Nextgenindonesia.id – Rekayasa lalu lintas berupa sistem satu arah atau one way menuju Jakarta di kawasan Jalan Raya Puncak, Bogor, Jawa Barat, resmi dihentikan pada Jumat sore, 15 Mei 2026. Saat ini arus kendaraan kembali diberlakukan normal dua arah, baik menuju kawasan wisata Puncak maupun arah Jakarta.
Kasat Lantas Polres Bogor AKP Afif Widhi Ananto menjelaskan, rekayasa one way arah bawah sebelumnya diterapkan sejak pukul 12.30 WIB untuk mengurai kepadatan kendaraan dari Puncak menuju Jakarta.

Namun, mulai pukul 17.00 WIB, jalur kembali dibuka normal setelah kondisi arus lalu lintas dinilai lebih terkendali.
Arus Kendaraan Menuju Puncak Kembali Padat di Simpang Gadog
Kendaraan Sempat Ditahan di Depan SPBU Gadog
Setelah sistem satu arah dicabut, kendaraan yang sebelumnya tertahan di kawasan depan SPBU Gadog kembali diperbolehkan melintas menuju Puncak.
Pantauan di lapangan menunjukkan kepadatan kendaraan kembali terjadi di beberapa titik, terutama di Simpang Gadog dan kawasan Pasir Muncang.

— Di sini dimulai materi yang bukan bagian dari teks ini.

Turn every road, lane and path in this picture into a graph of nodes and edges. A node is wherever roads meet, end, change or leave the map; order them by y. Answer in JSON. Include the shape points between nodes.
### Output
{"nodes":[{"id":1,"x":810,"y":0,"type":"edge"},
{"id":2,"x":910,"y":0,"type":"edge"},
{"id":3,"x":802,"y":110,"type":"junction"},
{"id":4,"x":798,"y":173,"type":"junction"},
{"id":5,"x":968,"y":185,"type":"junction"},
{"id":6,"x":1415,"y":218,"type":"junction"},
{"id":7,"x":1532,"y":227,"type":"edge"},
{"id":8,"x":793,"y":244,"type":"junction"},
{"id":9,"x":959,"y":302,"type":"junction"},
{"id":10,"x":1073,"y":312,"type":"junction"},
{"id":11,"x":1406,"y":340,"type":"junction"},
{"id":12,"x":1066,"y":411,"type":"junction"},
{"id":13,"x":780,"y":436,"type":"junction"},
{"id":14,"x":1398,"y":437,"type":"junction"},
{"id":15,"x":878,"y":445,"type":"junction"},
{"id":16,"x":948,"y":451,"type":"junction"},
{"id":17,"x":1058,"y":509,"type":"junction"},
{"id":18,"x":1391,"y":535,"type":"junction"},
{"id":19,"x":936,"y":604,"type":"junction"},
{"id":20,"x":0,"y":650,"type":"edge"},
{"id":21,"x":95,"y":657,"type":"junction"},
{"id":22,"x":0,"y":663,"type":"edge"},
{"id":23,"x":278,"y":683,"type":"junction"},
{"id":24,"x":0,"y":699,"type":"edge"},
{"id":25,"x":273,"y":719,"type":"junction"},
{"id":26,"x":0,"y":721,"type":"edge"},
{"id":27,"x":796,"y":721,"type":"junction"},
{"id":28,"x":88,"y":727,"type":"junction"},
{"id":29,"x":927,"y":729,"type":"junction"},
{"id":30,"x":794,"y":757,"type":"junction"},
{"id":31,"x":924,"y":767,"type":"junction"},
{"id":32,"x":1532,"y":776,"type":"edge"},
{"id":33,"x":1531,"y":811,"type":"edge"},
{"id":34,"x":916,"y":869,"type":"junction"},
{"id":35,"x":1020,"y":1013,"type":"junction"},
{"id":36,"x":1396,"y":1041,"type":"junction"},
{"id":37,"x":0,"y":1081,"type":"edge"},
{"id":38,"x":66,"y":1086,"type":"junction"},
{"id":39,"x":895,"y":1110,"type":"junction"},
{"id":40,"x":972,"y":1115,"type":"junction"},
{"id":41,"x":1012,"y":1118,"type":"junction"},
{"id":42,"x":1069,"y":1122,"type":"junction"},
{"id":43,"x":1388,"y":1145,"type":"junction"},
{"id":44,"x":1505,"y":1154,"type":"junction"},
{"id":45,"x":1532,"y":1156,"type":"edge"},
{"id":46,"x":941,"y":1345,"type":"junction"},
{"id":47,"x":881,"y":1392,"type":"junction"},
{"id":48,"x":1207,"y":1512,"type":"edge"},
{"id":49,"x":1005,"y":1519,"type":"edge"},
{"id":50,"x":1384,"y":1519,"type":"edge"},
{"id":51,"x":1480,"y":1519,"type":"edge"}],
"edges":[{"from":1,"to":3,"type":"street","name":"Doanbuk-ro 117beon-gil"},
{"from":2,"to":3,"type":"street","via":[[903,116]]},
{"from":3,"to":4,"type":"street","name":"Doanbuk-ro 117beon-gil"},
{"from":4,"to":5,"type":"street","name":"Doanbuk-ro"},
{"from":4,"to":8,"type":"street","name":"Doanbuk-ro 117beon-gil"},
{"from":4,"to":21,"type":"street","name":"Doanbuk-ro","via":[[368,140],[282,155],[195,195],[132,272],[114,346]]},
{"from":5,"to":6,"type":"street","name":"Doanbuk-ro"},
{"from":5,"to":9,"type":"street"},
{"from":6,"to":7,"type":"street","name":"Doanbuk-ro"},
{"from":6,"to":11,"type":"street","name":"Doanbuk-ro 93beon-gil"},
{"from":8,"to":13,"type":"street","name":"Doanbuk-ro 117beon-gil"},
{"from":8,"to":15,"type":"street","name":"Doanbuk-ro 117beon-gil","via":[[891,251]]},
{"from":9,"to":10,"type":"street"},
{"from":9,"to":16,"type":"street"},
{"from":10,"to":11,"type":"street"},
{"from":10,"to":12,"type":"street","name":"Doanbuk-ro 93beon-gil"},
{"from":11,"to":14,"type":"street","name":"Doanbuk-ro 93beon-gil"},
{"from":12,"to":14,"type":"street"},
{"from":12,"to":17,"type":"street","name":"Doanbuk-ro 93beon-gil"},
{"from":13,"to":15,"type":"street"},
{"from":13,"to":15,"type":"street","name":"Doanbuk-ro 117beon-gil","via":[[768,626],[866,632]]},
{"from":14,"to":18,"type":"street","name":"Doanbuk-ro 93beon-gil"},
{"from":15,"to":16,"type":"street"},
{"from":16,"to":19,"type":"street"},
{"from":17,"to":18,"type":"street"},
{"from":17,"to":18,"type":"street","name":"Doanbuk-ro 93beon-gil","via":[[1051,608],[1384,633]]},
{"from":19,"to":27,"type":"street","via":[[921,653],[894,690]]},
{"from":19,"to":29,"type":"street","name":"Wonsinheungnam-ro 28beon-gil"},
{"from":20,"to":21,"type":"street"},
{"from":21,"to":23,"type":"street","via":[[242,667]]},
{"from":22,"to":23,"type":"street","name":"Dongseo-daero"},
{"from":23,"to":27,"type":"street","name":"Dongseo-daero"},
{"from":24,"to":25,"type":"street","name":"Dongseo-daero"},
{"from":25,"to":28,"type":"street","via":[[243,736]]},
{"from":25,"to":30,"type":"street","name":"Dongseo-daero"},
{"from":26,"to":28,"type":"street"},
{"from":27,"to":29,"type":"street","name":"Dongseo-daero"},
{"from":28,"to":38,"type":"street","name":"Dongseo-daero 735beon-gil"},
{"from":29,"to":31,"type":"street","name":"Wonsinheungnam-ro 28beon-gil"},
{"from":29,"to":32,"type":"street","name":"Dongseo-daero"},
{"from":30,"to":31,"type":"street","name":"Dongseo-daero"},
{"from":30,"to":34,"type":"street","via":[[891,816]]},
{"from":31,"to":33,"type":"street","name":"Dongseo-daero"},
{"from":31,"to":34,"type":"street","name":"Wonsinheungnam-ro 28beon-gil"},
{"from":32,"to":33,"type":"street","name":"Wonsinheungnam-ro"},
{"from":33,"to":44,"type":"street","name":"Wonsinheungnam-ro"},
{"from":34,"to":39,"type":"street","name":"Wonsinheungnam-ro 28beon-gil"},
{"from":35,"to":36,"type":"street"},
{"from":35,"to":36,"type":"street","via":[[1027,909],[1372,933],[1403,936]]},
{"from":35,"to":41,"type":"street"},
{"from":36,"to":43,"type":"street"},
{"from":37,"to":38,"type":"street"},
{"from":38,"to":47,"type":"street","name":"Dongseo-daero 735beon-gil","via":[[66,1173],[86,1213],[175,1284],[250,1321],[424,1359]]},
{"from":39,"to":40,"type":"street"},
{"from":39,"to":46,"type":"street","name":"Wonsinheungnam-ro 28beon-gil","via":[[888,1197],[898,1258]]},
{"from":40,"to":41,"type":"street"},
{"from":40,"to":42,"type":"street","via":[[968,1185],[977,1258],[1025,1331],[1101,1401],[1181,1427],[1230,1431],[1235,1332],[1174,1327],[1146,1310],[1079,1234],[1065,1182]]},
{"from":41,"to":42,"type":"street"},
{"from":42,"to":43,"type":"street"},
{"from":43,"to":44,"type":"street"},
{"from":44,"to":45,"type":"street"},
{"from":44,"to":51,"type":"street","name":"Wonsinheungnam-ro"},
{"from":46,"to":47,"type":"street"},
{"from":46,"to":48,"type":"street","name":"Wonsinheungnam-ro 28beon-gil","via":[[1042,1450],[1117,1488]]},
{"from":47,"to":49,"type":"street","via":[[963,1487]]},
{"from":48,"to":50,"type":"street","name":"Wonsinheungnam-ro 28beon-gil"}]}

Petugas kepolisian terlihat berjaga untuk mengatur arus lalu lintas agar kemacetan tidak semakin parah.
Volume kendaraan menuju kawasan wisata Puncak masih cukup tinggi seiring banyaknya wisatawan yang memanfaatkan akhir pekan.
Ribuan Kendaraan Melintas di Jalur Puncak Bogor
Arus Kendaraan ke Jakarta Meningkat 22 Persen
Satlantas Polres Bogor mencatat sekitar 29 ribu kendaraan melintas menuju Puncak melalui Gerbang Tol Ciawi hingga Jumat sore. Meski jumlah tersebut menurun dibanding hari sebelumnya, kendaraan yang bergerak turun menuju Jakarta justru mengalami peningkatan signifikan.
Menurut AKP Afif, sebanyak 22 ribu kendaraan tercatat bergerak dari arah Puncak menuju Jakarta, meningkat sekitar 22 persen dibandingkan periode yang sama sehari sebelumnya.
Kondisi ini diperkirakan terjadi karena banyak wisatawan yang sebelumnya menginap di kawasan Puncak mulai kembali ke Jakarta pada Jumat sore.
Polisi Siagakan 120 Personel Antisipasi Kemacetan Malam Hari
Rekayasa Lalu Lintas Bisa Diterapkan Kembali
Untuk mengantisipasi lonjakan kendaraan pada malam hari, Polres Bogor menyiapkan sekitar 120 personel di sepanjang jalur Puncak.
Pihak kepolisian juga menegaskan rekayasa lalu lintas dapat kembali diterapkan sewaktu-waktu apabila terjadi peningkatan volume kendaraan yang berpotensi menimbulkan kemacetan panjang.
Masyarakat yang hendak bepergian ke kawasan Puncak diimbau memantau informasi terbaru melalui kanal media sosial Traffic Management Center (TMC) Satlantas Polres Bogor agar dapat menyesuaikan waktu perjalanan.
One Way Sempat Diberlakukan untuk Urai Kepadatan Kendaraan
Sebelumnya, Satlantas Polres Bogor memberlakukan sistem one way menuju arah Jakarta sejak siang hari. Kebijakan tersebut dilakukan karena meningkatnya jumlah kendaraan wisatawan yang kembali dari kawasan Puncak.
Selama rekayasa berlangsung, kendaraan menuju Puncak sempat dihentikan sementara untuk memberikan prioritas pada arus kendaraan yang turun ke arah Jakarta.